Specifications: Intel Core i3 3110M, 6GB RAM and HDD 750GB.

If the hard drive usage is mostly 100%, Windows is starting up more than 40 seconds and almost all applications load much longer than it used to. Then MS Windows requires re-installation and HDD has to be replaced with SSD. The first part was easy as far as HP laptops contain recovery partition. As for SSD, I chose SanDisk Plus 240 GB (35$). It worked well for my MacBook Pro (13-inch, Mid 2012). As expected SSD improved Windows startup time to 20 seconds.

So the next step was to decrease the level of noise.

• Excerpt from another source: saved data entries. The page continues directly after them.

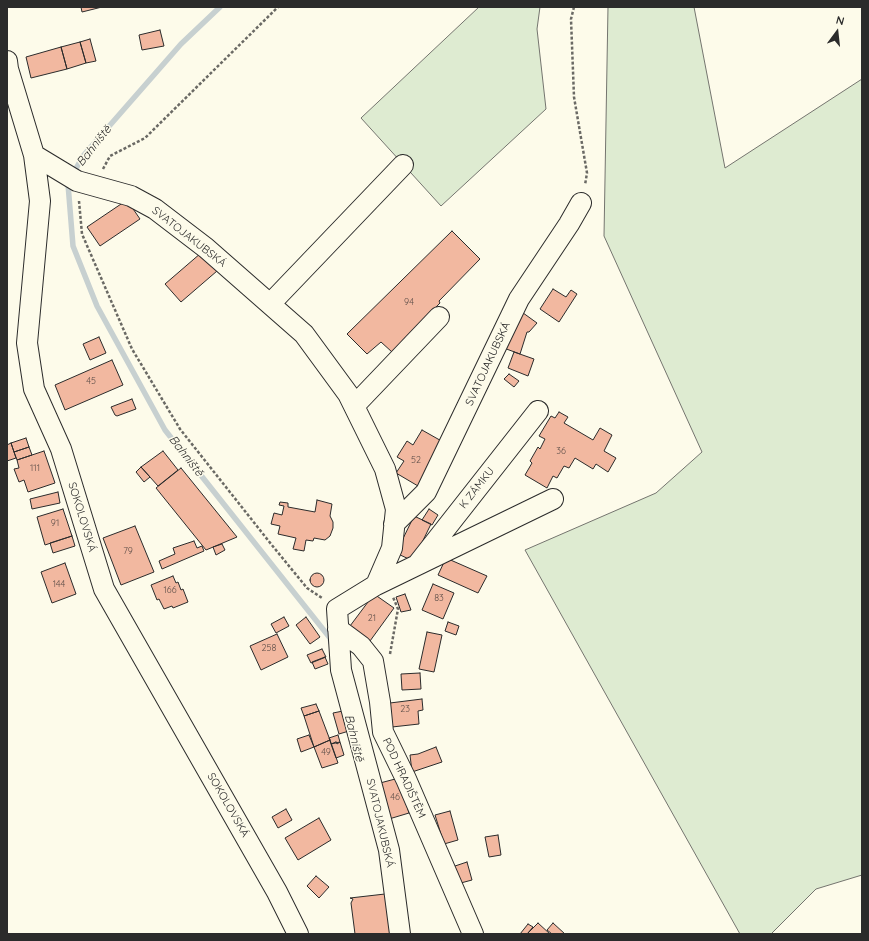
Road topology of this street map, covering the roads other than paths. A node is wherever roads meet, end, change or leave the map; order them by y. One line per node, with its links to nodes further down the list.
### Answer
1 (7, 62): 2 (street, SOKOLOVSKÁ)
2 (34, 155): 5 (street, SVATOJAKUBSKÁ); 14 (street, SOKOLOVSKÁ)
3 (403, 165): 5 (street)
4 (581, 203): 10 (street, SVATOJAKUBSKÁ)
5 (270, 304): 7 (street, SVATOJAKUBSKÁ)
6 (439, 317): 7 (street)
7 (354, 406): 10 (street, SVATOJAKUBSKÁ)
8 (538, 411): 11 (street, K ZÁMKU)
9 (553, 499): 11 (street)
10 (394, 524): 12 (street, SVATOJAKUBSKÁ)
11 (417, 565): 12 (street)
12 (380, 583): 13 (street, SVATOJAKUBSKÁ)
13 (338, 629): 15 (street, SVATOJAKUBSKÁ); 16 (street, POD HRADIŠTĚM)
14 (298, 934)
15 (400, 934)
16 (473, 934)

It was not so easy to do because disassembling is pretty difficult for this particular model. But the worst thing is the quality of the laptop’s plastic: almost all parts are fragile. It looked like the manufacturer didn’t want users to fix a laptop, only to buy a new one.

Disassembling took 15 minutes and 10 minutes to reassemble it again. And we can see a big difference in noise level under load.

But I knew that it will be hard to get to the fan, so I decided also to upgrade CPU. Intel Core i5 was chosen in replacement to i3.

Couple more minutes and we have a new CPU. It cost me 22$ and I managed to sell the old one for 14$, so the CPU upgrade cost me 8$.

Overall Cinebench R20 results and results’ differences were modest: 440 and 457. Fortunately, the main purpose of this laptop is not video rendering. Geekbench tests were much more inspiring.

As we can see i3 and i5 performance difference is around 20%, thanks to Hyper Boost feature. So the upgrade was not bad and it was not necessary to update to Intel Core i7.

The last fix but not least is a broken Wi-Fi adapter. It was the easiest and fastest replacement of all and cost around 8$.

Hardware upgrades cost me only 57$ but the laptop was fixed and ready to work even better than new and without any USB dongles.